Rapprochement Ukraine-UE
Mais l’Occident ne compte pas fléchir si facilement et a accentué sa pression sur Moscou. Lors de leur réunion à Bruxelles, les dirigeants des 28 pays de l’UE ont approuvé vendredi la reconduction pour six mois de leurs sanctions contre Moscou pour son rôle en Ukraine. Ces mesures visent les secteurs pétroliers, de la défense ou encore des banques. Qui plus est, dans une tentative d’accentuer la pression sur Moscou, les Européens ont fait un pas sur la voie de l’adhésion de l’Ukraine à l’Union Européenne (UE), les Pays-Bas annonçant être parvenus à un accord avec leurs 27 partenaires de l’UE sur un texte ouvrant la voie à un possible vote du traité UE-Ukraine par le parlement à La Haye, alors qu’il avait été rejeté en avril au cours d’un référendum consultatif. Pourtant, ce vote amputerait l’accord des garanties d’assistance à l’Ukraine en matière sécuritaire ou financière, ce qui viderait l’accord de sa substance. « Les Pays-Bas sont le seul Etat européen qui s’oppose à l’adhésion de cette ex-République soviétique à l’UE car elle ne remplit pas les critères européens. Pourtant, le reste du bloc européen accepte cette adhésion car l’Ukraine a une importance stratégique en tant que deuxième force militaire en Europe. Déployer des bases de l’Otan dans cette ex-République soviétique serait très important pour l’Europe car cela signifie que l’Alliance arriverait jusqu’aux frontières de la Russie, ce que Poutine n’accepterait jamais. Pour Moscou, l’Ukraine est une question de vie ou de mort », explique Dr Mohamed Kachkouch, conseiller au Centre régional des études politiques et stratégiques.
Position américaine délicate
Côté américain, les pressions étaient concentrées sur l’affaire des cyber-attaques russes qui ont perturbé la présidentielle américaine. Furieux, le président Barack Obama, dont les relations se sont envenimées avec son homologue russe Vladimir Poutine, a promis des représailles à Moscou sans en préciser leur nature. « Si un gouvernement étranger tente d’entacher l’intégrité de nos élections, alors nous devons agir », a prévenu M. Obama, exhortant son successeur à accepter une enquête « bipartite, indépendante » sur ces piratages. En effet, un éventuel recours à des sanctions américaines contre le régime russe placerait Trump dans une position difficile une fois au pouvoir : les supprimer d’un trait de plume nourrirait les accusations d’une trop grande proximité avec Moscou, une posture qui crée des remous au sein du Parti républicain. Exacerbé par ces accusations américaines, le porte-parole du Kremlin, Dmitri Peskov, s’est insurgé samedi. « Il faut soit cesser d’en parler, soit apporter des preuves », a-t-il fustigé.

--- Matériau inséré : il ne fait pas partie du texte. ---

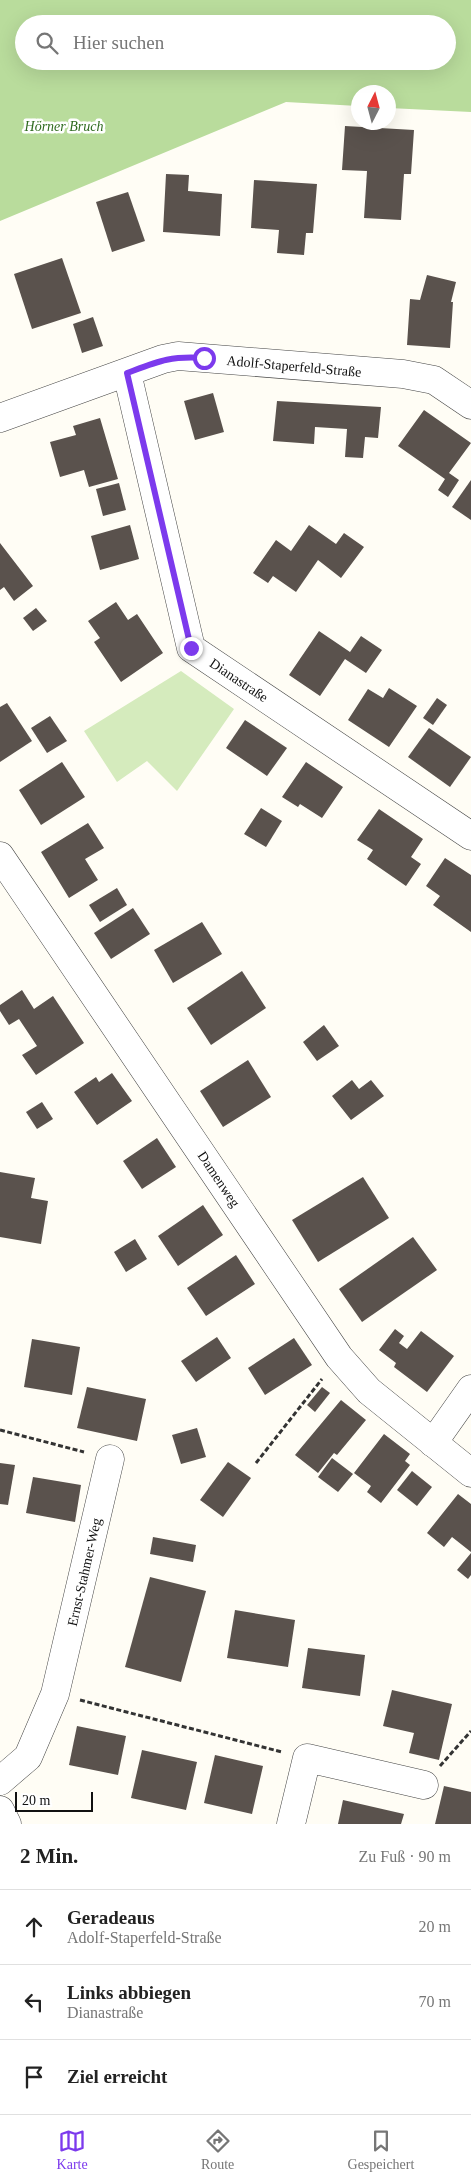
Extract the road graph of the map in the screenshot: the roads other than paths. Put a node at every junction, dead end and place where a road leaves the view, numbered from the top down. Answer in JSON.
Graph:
{"nodes":[{"id":1,"x":127,"y":373,"type":"junction"},
{"id":2,"x":471,"y":404,"type":"edge"},
{"id":3,"x":0,"y":418,"type":"edge"},
{"id":4,"x":471,"y":836,"type":"edge"},
{"id":5,"x":0,"y":856,"type":"edge"},
{"id":6,"x":471,"y":1389,"type":"edge"},
{"id":7,"x":433,"y":1443,"type":"junction"},
{"id":8,"x":110,"y":1459,"type":"road end"},
{"id":9,"x":471,"y":1473,"type":"edge"},
{"id":10,"x":0,"y":1781,"type":"edge"},
{"id":11,"x":424,"y":1785,"type":"road end"},
{"id":12,"x":0,"y":1810,"type":"edge"},
{"id":13,"x":7,"y":1824,"type":"edge"},
{"id":14,"x":292,"y":1824,"type":"edge"}],
"edges":[{"from":1,"to":2,"type":"street","name":"Adolf-Staperfeld-Straße"},
{"from":1,"to":3,"type":"street","name":"Adolf-Staperfeld-Straße"},
{"from":1,"to":4,"type":"street","name":"Dianastraße"},
{"from":5,"to":7,"type":"street","name":"Damenweg"},
{"from":6,"to":7,"type":"street"},
{"from":7,"to":9,"type":"street","name":"Damenweg"},
{"from":8,"to":10,"type":"street","name":"Ernst-Stahmer-Weg"},
{"from":11,"to":14,"type":"street"},
{"from":12,"to":13,"type":"street"}]}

Or, tout cela peut changer. Selon Dr Kachkouch, les jours à venir pourraient témoigner d’un rapprochement entre Moscou et la future administration américaine. Tout au long de sa campagne électorale, Donald Trump avait émis des positions « favorables » à Poutine et aux frappes russes en Syrie. « La chute d’Alep va offrir au nouveau président américain la possibilité d’un nouveau dialogue avec la Russie. Je pense que Trump va laisser à Poutine les mains libres en Ukraine puisque ce dernier l’aide à en finir avec l’Etat islamique en Syrie. En effet, l’Ukraine n’est pas une priorité pour Trump, ce qui compte pour lui c’est que Moscou continue à frapper l’EI à Raqqa, capitale des djihadistes en Syrie », affirme Dr Kachkouch. Preuve de la crédibilité de ces pronostics : M. Trump a affirmé cette semaine qu’il compte réchauffer les relations Washington-Moscou pour lutter contre les djihadistes. Prouvant sa bonne volonté envers la Russie, le nouveau leader américain a mis en doute les conclusions de la Maison Blanche de Barack Obama, selon lesquelles la Russie est à l’origine des piratages informatiques ayant eu lieu pendant la campagne électorale américaine.
Outre ce soutien américain prévu les jours à venir, la Russie s’est procuré le soutien d’un nouvel allié : la Turquie. Un soutien « paradoxal » car les deux pays soutiennent des camps opposés en Syrie. En dépit de cette divergence, Poutine et son homologue turc Erdogan ont formé un duo qui a froissé l’Occident. « Les intérêts économiques ont fait taire les divergences politiques. Ankara a changé sa position en Syrie car il a de grands intérêts économiques et énergétiques avec la Russie. 40 % des revenus du tourisme en Turquie sont procurés par les touristes russes », explique Dr Kachkouch, rajoutant qu’Ankara a décidé de se tourner vers l’axe russe car elle s’est sentie « vendue » par l’Europe qui refuse son adhésion à l’UE. Si on rajoute à ces alliés russes — l’Iran — allié traditionnel de Moscou, on va déduire que le chef du Kremlin pourrait bien gagner son bras de fer avec l’Europe, de quoi lui permettre d’imposer ses conditions en Ukraine qui constitue, pour lui, une question existentielle .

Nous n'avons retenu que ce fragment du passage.